- **What the task asks**:
Show the lines of the material that contain the word "Quang".

[Opening Entries provided section]

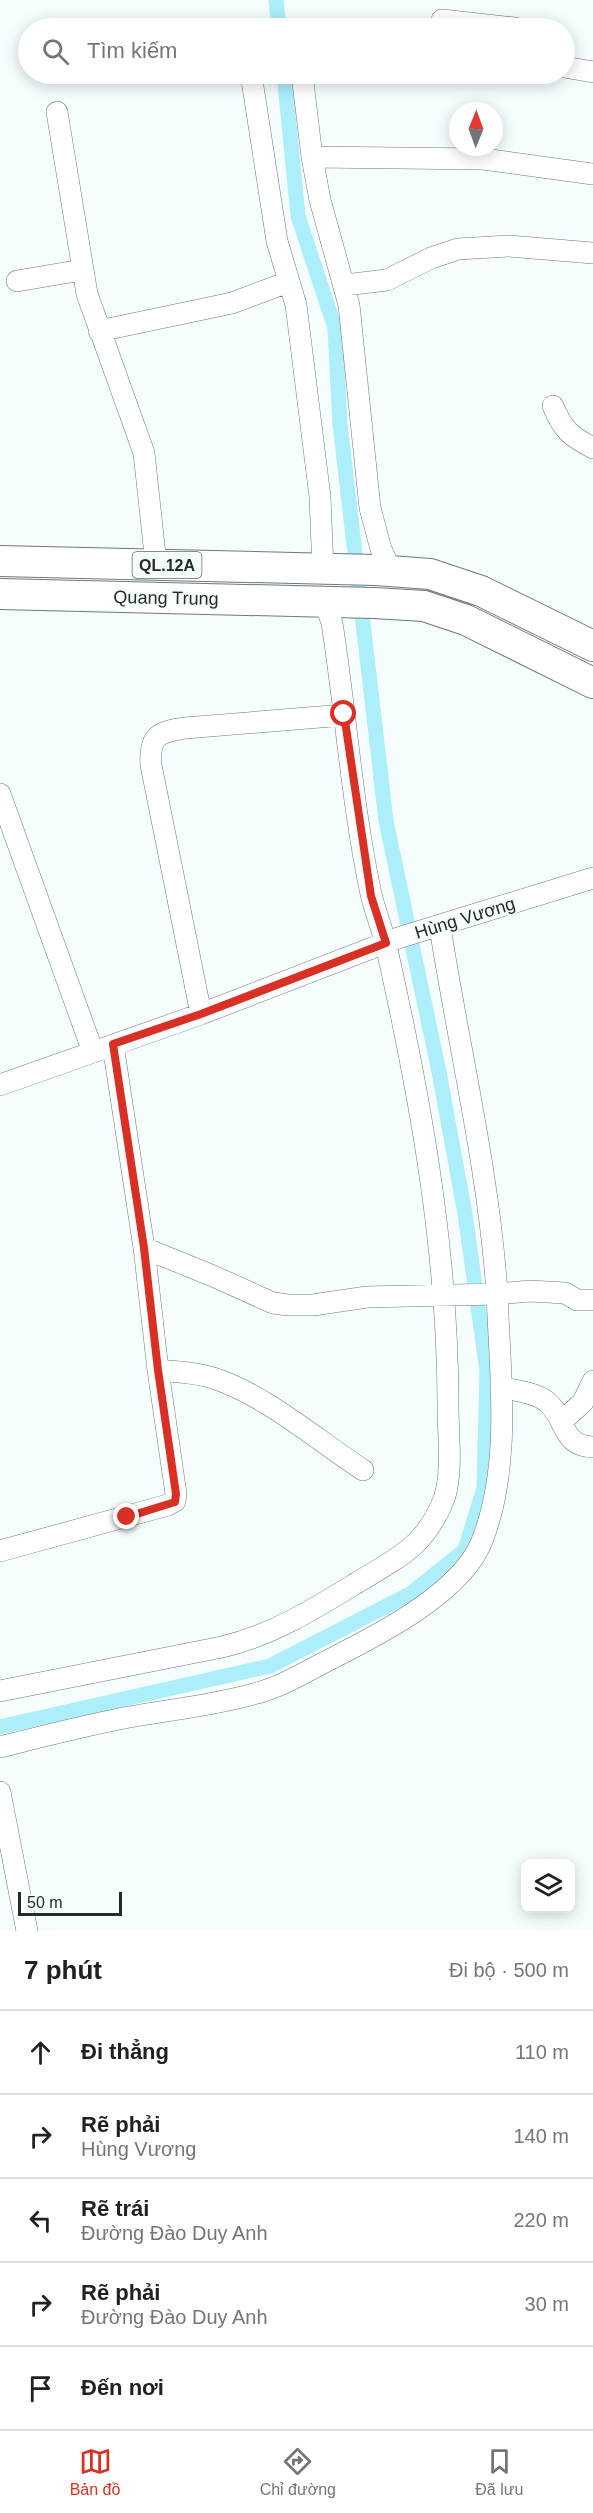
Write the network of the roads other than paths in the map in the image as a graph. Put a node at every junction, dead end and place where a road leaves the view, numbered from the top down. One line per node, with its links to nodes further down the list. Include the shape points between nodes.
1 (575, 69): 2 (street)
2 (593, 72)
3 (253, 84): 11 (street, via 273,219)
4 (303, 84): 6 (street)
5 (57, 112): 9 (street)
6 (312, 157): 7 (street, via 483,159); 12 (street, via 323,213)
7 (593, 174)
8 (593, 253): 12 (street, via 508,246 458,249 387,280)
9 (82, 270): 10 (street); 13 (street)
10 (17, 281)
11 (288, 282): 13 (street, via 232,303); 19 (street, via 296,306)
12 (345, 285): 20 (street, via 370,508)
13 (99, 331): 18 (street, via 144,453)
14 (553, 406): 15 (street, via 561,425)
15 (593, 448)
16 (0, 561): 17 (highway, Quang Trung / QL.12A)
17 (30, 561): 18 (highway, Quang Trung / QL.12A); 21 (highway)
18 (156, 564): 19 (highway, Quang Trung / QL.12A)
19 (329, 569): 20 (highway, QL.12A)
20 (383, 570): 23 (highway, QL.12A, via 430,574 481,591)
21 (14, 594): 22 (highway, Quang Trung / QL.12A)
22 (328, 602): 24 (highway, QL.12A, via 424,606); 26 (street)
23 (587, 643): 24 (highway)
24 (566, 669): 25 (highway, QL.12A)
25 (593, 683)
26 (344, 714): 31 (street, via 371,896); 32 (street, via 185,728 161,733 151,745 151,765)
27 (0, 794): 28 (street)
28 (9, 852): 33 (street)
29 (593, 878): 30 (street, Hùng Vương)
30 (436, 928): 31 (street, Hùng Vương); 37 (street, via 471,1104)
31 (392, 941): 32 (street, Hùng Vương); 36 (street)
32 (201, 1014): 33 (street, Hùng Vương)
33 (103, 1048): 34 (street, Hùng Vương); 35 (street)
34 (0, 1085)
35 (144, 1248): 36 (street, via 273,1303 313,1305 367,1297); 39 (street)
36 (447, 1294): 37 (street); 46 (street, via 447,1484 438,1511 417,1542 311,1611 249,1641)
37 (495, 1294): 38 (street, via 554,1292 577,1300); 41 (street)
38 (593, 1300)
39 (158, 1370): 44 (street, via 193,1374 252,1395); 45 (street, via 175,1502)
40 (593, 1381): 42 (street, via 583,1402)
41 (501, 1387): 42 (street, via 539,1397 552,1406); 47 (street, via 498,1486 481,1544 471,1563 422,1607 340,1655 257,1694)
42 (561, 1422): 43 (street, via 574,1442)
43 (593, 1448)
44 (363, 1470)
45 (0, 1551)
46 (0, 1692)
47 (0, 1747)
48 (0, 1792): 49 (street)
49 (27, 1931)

[Closing Entries provided section]

- **Expected output**:
16 (0, 561): 17 (highway, Quang Trung / QL.12A)
17 (30, 561): 18 (highway, Quang Trung / QL.12A); 21 (highway)
18 (156, 564): 19 (highway, Quang Trung / QL.12A)
21 (14, 594): 22 (highway, Quang Trung / QL.12A)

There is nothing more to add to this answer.